I'm not the one who made up the term "good citizens". Rob Linden did. I wouldn't call them good, or citizens. They are dispassionately speaking, one set of customers, or let's say "prosumers," being played off against another set of prosumers, by the company – or, if you will, in an emulation of a world, two political parties that are debating, but in a closed society where the polls are rigged.

When you speak of 5,000 issues, closed or open, being at issue, the whole point is that you imagine that under my system, there would be 5,000 issues open because you imagine that those 5,000 people would rebel against the closure. Their rebellion would be somehow visible or even incited by my system.

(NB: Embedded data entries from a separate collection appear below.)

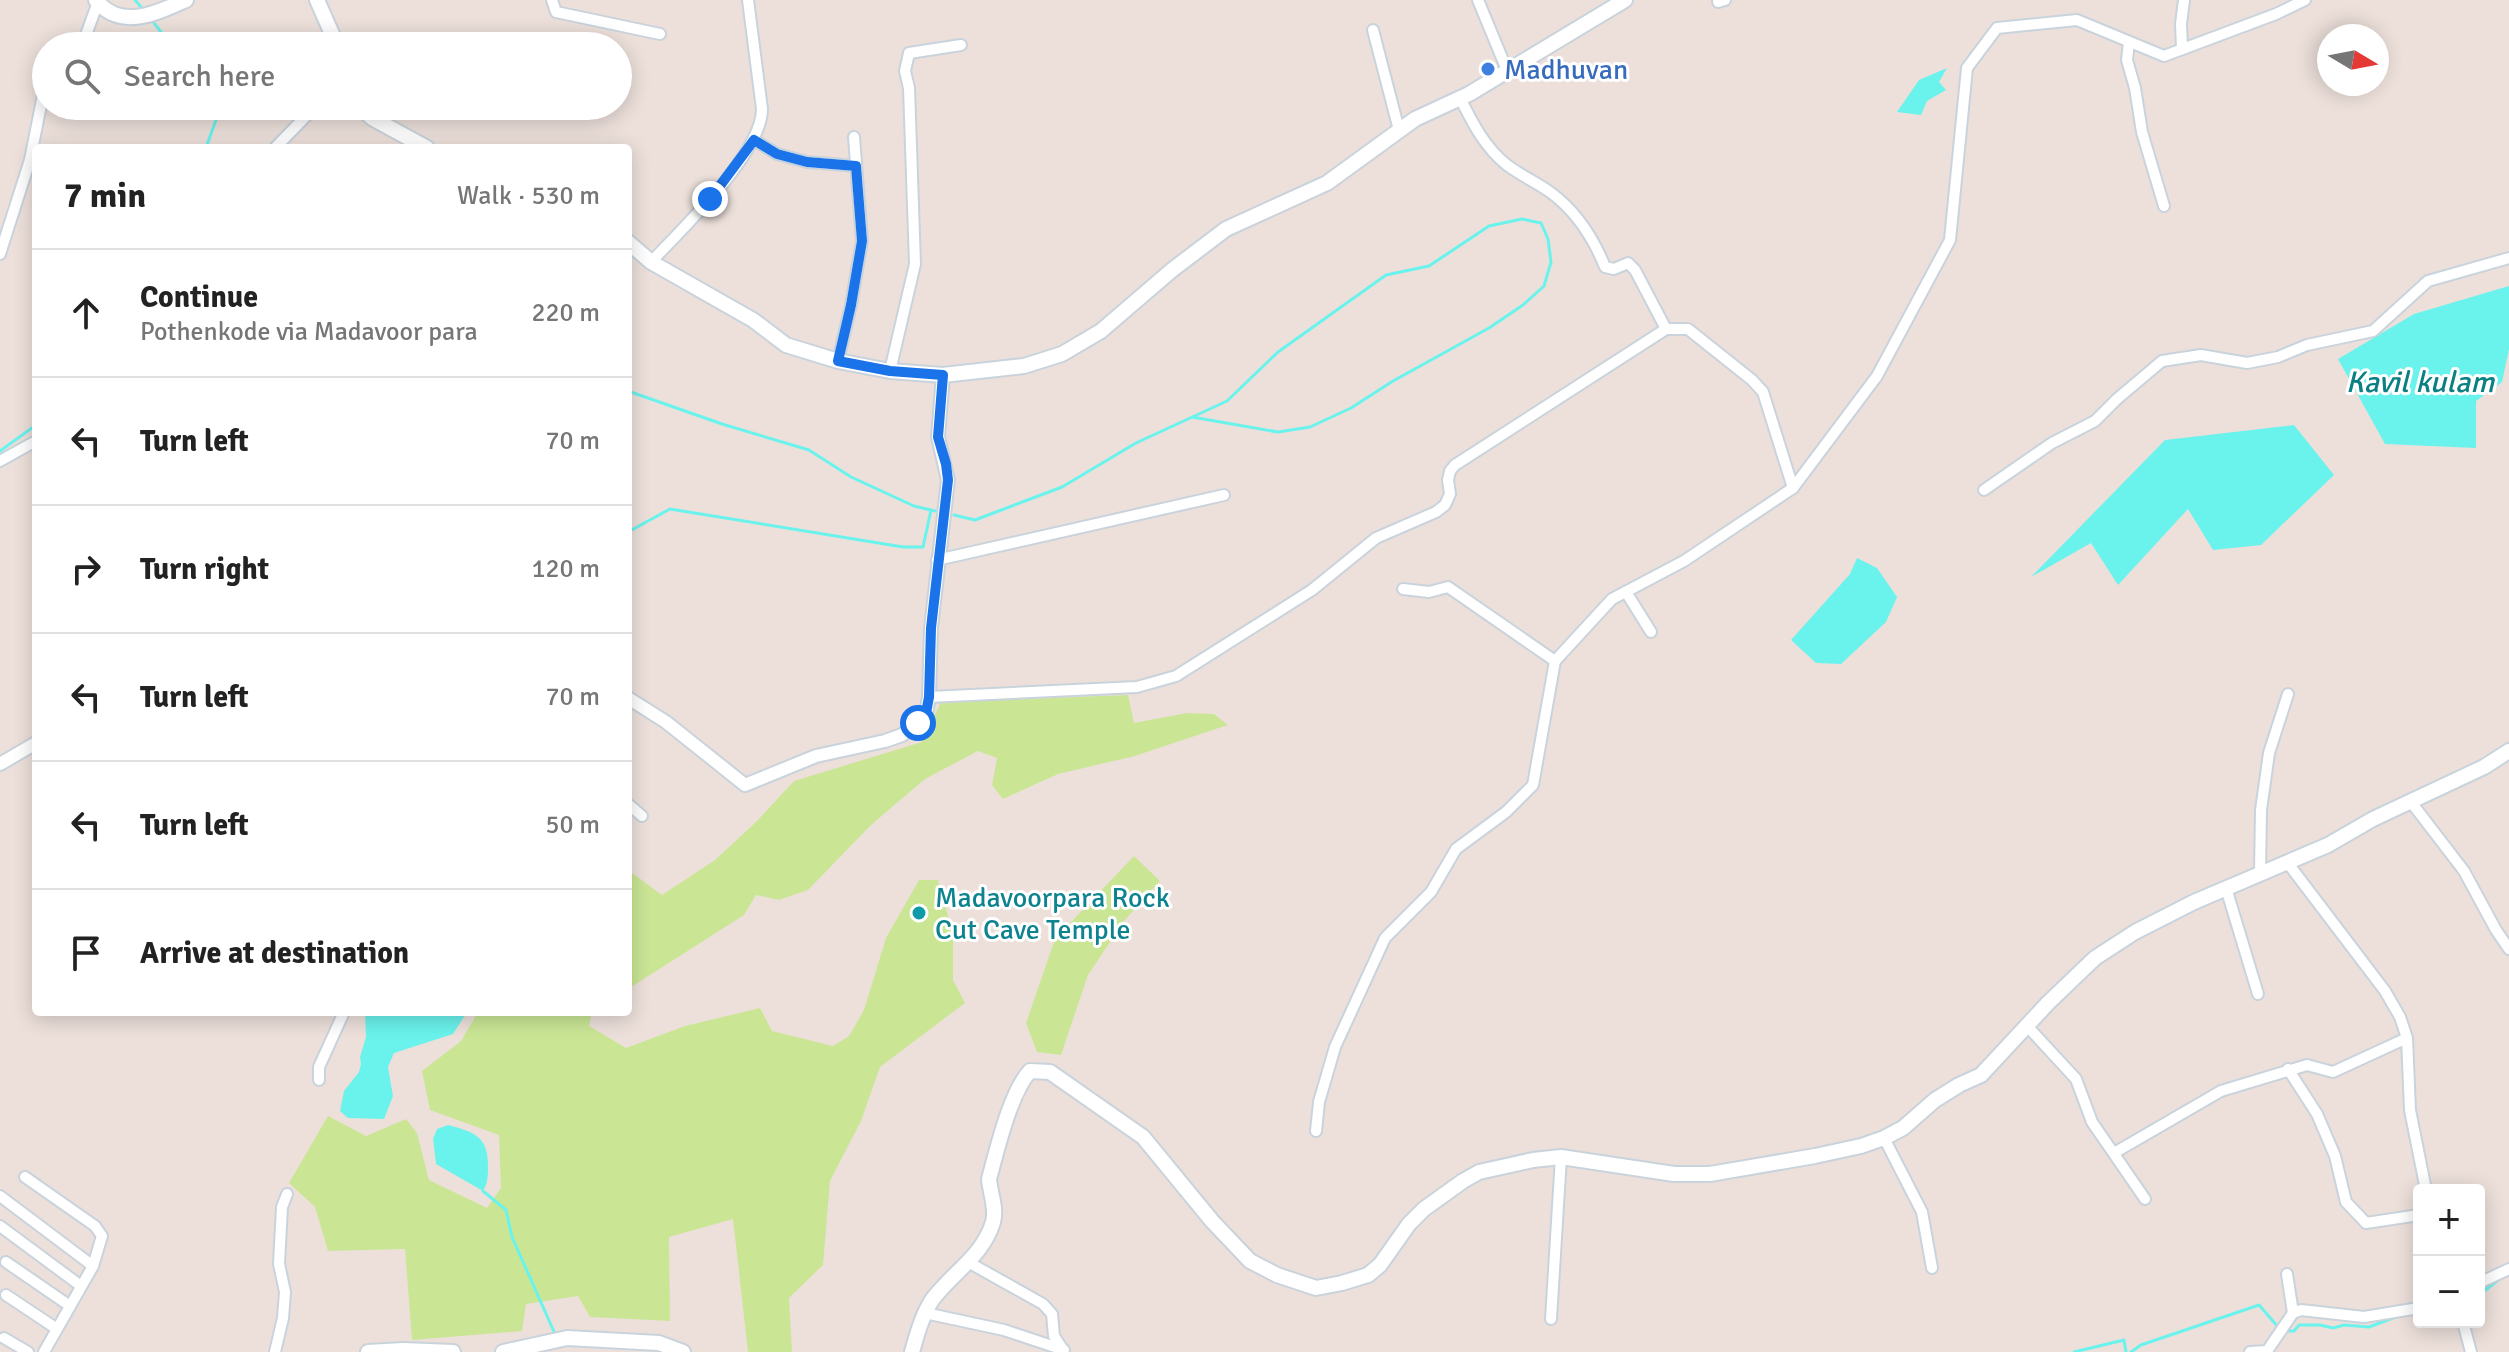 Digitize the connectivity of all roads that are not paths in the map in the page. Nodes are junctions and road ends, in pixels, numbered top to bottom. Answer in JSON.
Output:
{"nodes":[{"id":1,"x":186,"y":0,"type":"edge"},
{"id":2,"x":317,"y":0,"type":"edge"},
{"id":3,"x":552,"y":0,"type":"edge"},
{"id":4,"x":748,"y":0,"type":"edge"},
{"id":5,"x":1478,"y":0,"type":"edge"},
{"id":6,"x":1625,"y":0,"type":"edge"},
{"id":7,"x":2184,"y":0,"type":"edge"},
{"id":8,"x":2305,"y":0,"type":"edge"},
{"id":9,"x":97,"y":1,"type":"edge"},
{"id":10,"x":1373,"y":30,"type":"dead end"},
{"id":11,"x":87,"y":32,"type":"edge"},
{"id":12,"x":331,"y":32,"type":"edge"},
{"id":13,"x":660,"y":34,"type":"dead end"},
{"id":14,"x":2129,"y":42,"type":"junction"},
{"id":15,"x":961,"y":45,"type":"dead end"},
{"id":16,"x":2182,"y":49,"type":"junction"},
{"id":17,"x":1507,"y":70,"type":"junction"},
{"id":18,"x":1460,"y":98,"type":"junction"},
{"id":19,"x":38,"y":120,"type":"edge"},
{"id":20,"x":302,"y":120,"type":"edge"},
{"id":21,"x":376,"y":120,"type":"edge"},
{"id":22,"x":1399,"y":130,"type":"junction"},
{"id":23,"x":854,"y":137,"type":"dead end"},
{"id":24,"x":754,"y":140,"type":"junction"},
{"id":25,"x":33,"y":144,"type":"edge"},
{"id":26,"x":279,"y":144,"type":"edge"},
{"id":27,"x":420,"y":144,"type":"edge"},
{"id":28,"x":32,"y":150,"type":"edge"},
{"id":29,"x":856,"y":166,"type":"junction"},
{"id":30,"x":2164,"y":206,"type":"dead end"},
{"id":31,"x":632,"y":245,"type":"edge"},
{"id":32,"x":0,"y":254,"type":"edge"},
{"id":33,"x":2509,"y":258,"type":"edge"},
{"id":34,"x":651,"y":262,"type":"junction"},
{"id":35,"x":1666,"y":329,"type":"junction"},
{"id":36,"x":838,"y":361,"type":"junction"},
{"id":37,"x":890,"y":371,"type":"junction"},
{"id":38,"x":943,"y":375,"type":"junction"},
{"id":39,"x":32,"y":443,"type":"edge"},
{"id":40,"x":0,"y":461,"type":"edge"},
{"id":41,"x":1793,"y":488,"type":"junction"},
{"id":42,"x":1984,"y":490,"type":"dead end"},
{"id":43,"x":1224,"y":495,"type":"dead end"},
{"id":44,"x":937,"y":560,"type":"junction"},
{"id":45,"x":1403,"y":589,"type":"dead end"},
{"id":46,"x":1626,"y":592,"type":"junction"},
{"id":47,"x":1651,"y":632,"type":"dead end"},
{"id":48,"x":1555,"y":661,"type":"junction"},
{"id":49,"x":2288,"y":694,"type":"dead end"},
{"id":50,"x":929,"y":697,"type":"junction"},
{"id":51,"x":632,"y":701,"type":"edge"},
{"id":52,"x":32,"y":745,"type":"edge"},
{"id":53,"x":2509,"y":751,"type":"edge"},
{"id":54,"x":0,"y":764,"type":"edge"},
{"id":55,"x":2411,"y":802,"type":"junction"},
{"id":56,"x":632,"y":807,"type":"edge"},
{"id":57,"x":642,"y":816,"type":"dead end"},
{"id":58,"x":2287,"y":862,"type":"junction"},
{"id":59,"x":2260,"y":872,"type":"junction"},
{"id":60,"x":2226,"y":888,"type":"junction"},
{"id":61,"x":2509,"y":949,"type":"edge"},
{"id":62,"x":2258,"y":994,"type":"dead end"},
{"id":63,"x":342,"y":1016,"type":"edge"},
{"id":64,"x":2028,"y":1027,"type":"junction"},
{"id":65,"x":2407,"y":1038,"type":"junction"},
{"id":66,"x":2288,"y":1069,"type":"junction"},
{"id":67,"x":319,"y":1080,"type":"dead end"},
{"id":68,"x":1316,"y":1131,"type":"dead end"},
{"id":69,"x":1884,"y":1138,"type":"junction"},
{"id":70,"x":2114,"y":1153,"type":"junction"},
{"id":71,"x":1561,"y":1157,"type":"junction"},
{"id":72,"x":25,"y":1177,"type":"dead end"},
{"id":73,"x":2425,"y":1184,"type":"edge"},
{"id":74,"x":287,"y":1194,"type":"dead end"},
{"id":75,"x":0,"y":1196,"type":"edge"},
{"id":76,"x":2145,"y":1199,"type":"dead end"},
{"id":77,"x":2413,"y":1216,"type":"edge"},
{"id":78,"x":0,"y":1226,"type":"edge"},
{"id":79,"x":6,"y":1262,"type":"dead end"},
{"id":80,"x":968,"y":1262,"type":"junction"},
{"id":81,"x":93,"y":1266,"type":"junction"},
{"id":82,"x":1932,"y":1268,"type":"dead end"},
{"id":83,"x":2509,"y":1269,"type":"edge"},
{"id":84,"x":2287,"y":1274,"type":"dead end"},
{"id":85,"x":2485,"y":1280,"type":"edge"},
{"id":86,"x":81,"y":1286,"type":"junction"},
{"id":87,"x":6,"y":1295,"type":"dead end"},
{"id":88,"x":70,"y":1306,"type":"junction"},
{"id":89,"x":2413,"y":1309,"type":"edge"},
{"id":90,"x":925,"y":1313,"type":"junction"},
{"id":91,"x":2293,"y":1313,"type":"junction"},
{"id":92,"x":1551,"y":1319,"type":"dead end"},
{"id":93,"x":2465,"y":1328,"type":"edge"},
{"id":94,"x":57,"y":1329,"type":"junction"},
{"id":95,"x":4,"y":1338,"type":"dead end"},
{"id":96,"x":1065,"y":1351,"type":"edge"},
{"id":97,"x":2268,"y":1351,"type":"edge"},
{"id":98,"x":28,"y":1352,"type":"edge"},
{"id":99,"x":44,"y":1352,"type":"edge"},
{"id":100,"x":275,"y":1352,"type":"edge"},
{"id":101,"x":368,"y":1352,"type":"edge"},
{"id":102,"x":453,"y":1352,"type":"edge"},
{"id":103,"x":503,"y":1352,"type":"edge"},
{"id":104,"x":683,"y":1352,"type":"edge"},
{"id":105,"x":912,"y":1352,"type":"edge"},
{"id":106,"x":2250,"y":1352,"type":"edge"},
{"id":107,"x":2471,"y":1352,"type":"edge"}],
"edges":[{"from":1,"to":9,"type":"main road"},
{"from":2,"to":12,"type":"main road"},
{"from":3,"to":13,"type":"street"},
{"from":4,"to":24,"type":"street"},
{"from":5,"to":17,"type":"street"},
{"from":6,"to":17,"type":"main road"},
{"from":7,"to":16,"type":"street"},
{"from":8,"to":16,"type":"street"},
{"from":9,"to":11,"type":"street"},
{"from":10,"to":22,"type":"street"},
{"from":14,"to":16,"type":"street"},
{"from":14,"to":30,"type":"street"},
{"from":14,"to":41,"type":"street"},
{"from":15,"to":37,"type":"street"},
{"from":17,"to":18,"type":"main road"},
{"from":18,"to":22,"type":"main road"},
{"from":18,"to":35,"type":"street"},
{"from":19,"to":25,"type":"street"},
{"from":20,"to":26,"type":"street"},
{"from":21,"to":27,"type":"main road"},
{"from":22,"to":38,"type":"main road"},
{"from":23,"to":29,"type":"street"},
{"from":24,"to":29,"type":"street"},
{"from":24,"to":34,"type":"street"},
{"from":28,"to":32,"type":"street"},
{"from":29,"to":36,"type":"street"},
{"from":31,"to":34,"type":"main road"},
{"from":33,"to":42,"type":"street"},
{"from":34,"to":36,"type":"main road"},
{"from":35,"to":41,"type":"street"},
{"from":35,"to":50,"type":"street"},
{"from":36,"to":37,"type":"main road"},
{"from":37,"to":38,"type":"main road"},
{"from":38,"to":44,"type":"street"},
{"from":39,"to":40,"type":"street"},
{"from":41,"to":46,"type":"street"},
{"from":43,"to":44,"type":"street"},
{"from":44,"to":50,"type":"street"},
{"from":45,"to":48,"type":"street"},
{"from":46,"to":47,"type":"street"},
{"from":46,"to":48,"type":"street"},
{"from":48,"to":68,"type":"street"},
{"from":49,"to":59,"type":"street"},
{"from":50,"to":51,"type":"street"},
{"from":52,"to":54,"type":"street"},
{"from":53,"to":55,"type":"main road"},
{"from":55,"to":58,"type":"main road"},
{"from":55,"to":61,"type":"street"},
{"from":56,"to":57,"type":"street"},
{"from":58,"to":59,"type":"main road"},
{"from":58,"to":65,"type":"street"},
{"from":59,"to":60,"type":"main road"},
{"from":60,"to":62,"type":"street"},
{"from":60,"to":64,"type":"main road"},
{"from":63,"to":67,"type":"street"},
{"from":64,"to":69,"type":"main road"},
{"from":64,"to":70,"type":"street"},
{"from":65,"to":66,"type":"street"},
{"from":65,"to":73,"type":"street"},
{"from":66,"to":70,"type":"street"},
{"from":66,"to":77,"type":"street"},
{"from":69,"to":71,"type":"main road"},
{"from":69,"to":82,"type":"street"},
{"from":70,"to":76,"type":"street"},
{"from":71,"to":80,"type":"main road"},
{"from":71,"to":92,"type":"street"},
{"from":72,"to":81,"type":"street"},
{"from":74,"to":100,"type":"street"},
{"from":75,"to":81,"type":"street"},
{"from":78,"to":86,"type":"street"},
{"from":79,"to":88,"type":"street"},
{"from":80,"to":90,"type":"main road"},
{"from":80,"to":96,"type":"street"},
{"from":81,"to":86,"type":"street"},
{"from":83,"to":85,"type":"street"},
{"from":84,"to":91,"type":"street"},
{"from":86,"to":88,"type":"street"},
{"from":87,"to":94,"type":"street"},
{"from":88,"to":94,"type":"street"},
{"from":89,"to":91,"type":"street"},
{"from":90,"to":96,"type":"street"},
{"from":90,"to":105,"type":"main road"},
{"from":91,"to":97,"type":"street"},
{"from":93,"to":107,"type":"street"},
{"from":94,"to":99,"type":"street"},
{"from":95,"to":98,"type":"street"},
{"from":97,"to":106,"type":"street"},
{"from":101,"to":102,"type":"main road"},
{"from":103,"to":104,"type":"main road"}]}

So I'm pointing out that you believe that 5,000 closed incidents today would mainly be opened again by rebellious citizens feeling wronged and falsely closed.

So my point is that couldn't happen, if the rationality and logic and science you claim prefails on the JIRA in fact obtains.

This page is getting very slow to load because of long comments, and not only by me. Many of your concerns are already addressed. I'll reiterate the argumentations on my blog here:
http://secondthoughts.typepad.com/second_thoughts/2007/12/the-two-culture.html

Prokofy


Seg Baphomet added a comment - 04/Dec/07 12:17 PM
I propose closing this bug "tl;dr"

WarKirby Magojiro added a comment - 04/Dec/07 08:41 PM
Maybe we should create another issue for people to vote as to whether or not to close this one ?

ZigZag Freenote added a comment - 04/Dec/07 10:51 PM
As there are no negative votes, a counter issue could be used to have a poll. But, an issue having more watches than votes is a good sign that people do not agree with it. But of course it's not a measure, people watch for various reasons, and it is not trackable, watchers will remove their watches. For the recordd, it's 6:4 in favor of watches right now.

Prokofy Neva added a comment - 05/Dec/07 06:11 AM
WarKirby, this JIRA goes to the heart of the problem with you and a few other very active contributors: you need to stop closing issues you don't like, and leave them alone. Just because you don't like an issue or feel it is unwarranted isn't a reason to close it. There's no absolute requirement that issues constantly be closed because of "cluttering" the JIRA. If you don't like an issue, ignore it, and move on to the many others that you'd prefer to work on.

Zigzag, there is absolutely no necessary correlation between the number of people who watch an issue, and the number voting, and to imply that is to create undue pressure for closure around an issue. Some people are intimidated enough not to vote because they don't want to face the very ferocious group peer pressure here to close issues. Whether or not the watchers favour the issue is irrelevant; they are merely watching.

I would reject any notion of a "counter issue" as this JIRA itself is a counter issue to the significant number of premature and unjustified closures taking place, and frankly, no "poll" is going to ever be accepted as accurate and reflecting any kind of "democratic will of the majority"; it will merely be an indicator for the tiny core of closures to flash mob it, a chronic problem with all wikis.

Seg, this isn't a bug, it's a new feature. As such it, needs to be left alone for the original proposer to refine it, seek votes in favour of it, and not face the heavy pressure of the tiny minority of users and readers who agitate to close things they don't like. Just leave it alone.


Argent Stonecutter added a comment - 29/Dec/07 10:46 AM
Warkirby: I would tend to agree with most of your reasons for closing issues, but this one I strongly disagree with:
  • Silly feature requests. "Add gold farming so noobs can have a job".

"Silly" is too subjective. Even though there are obviously silly requests, there's too much of a grey area. I'm also wary of the 'detrimental' category, for the same reason. There's been a number of features that have been dropped, nerfed, or limited that don't need to be, and there's been excessive restrictions on new features (for example, the new camera controls).

Prok: Do you have evidence that people are being harassed to remove votes or that there's any other pressure that would make people afraid to vote for an issue?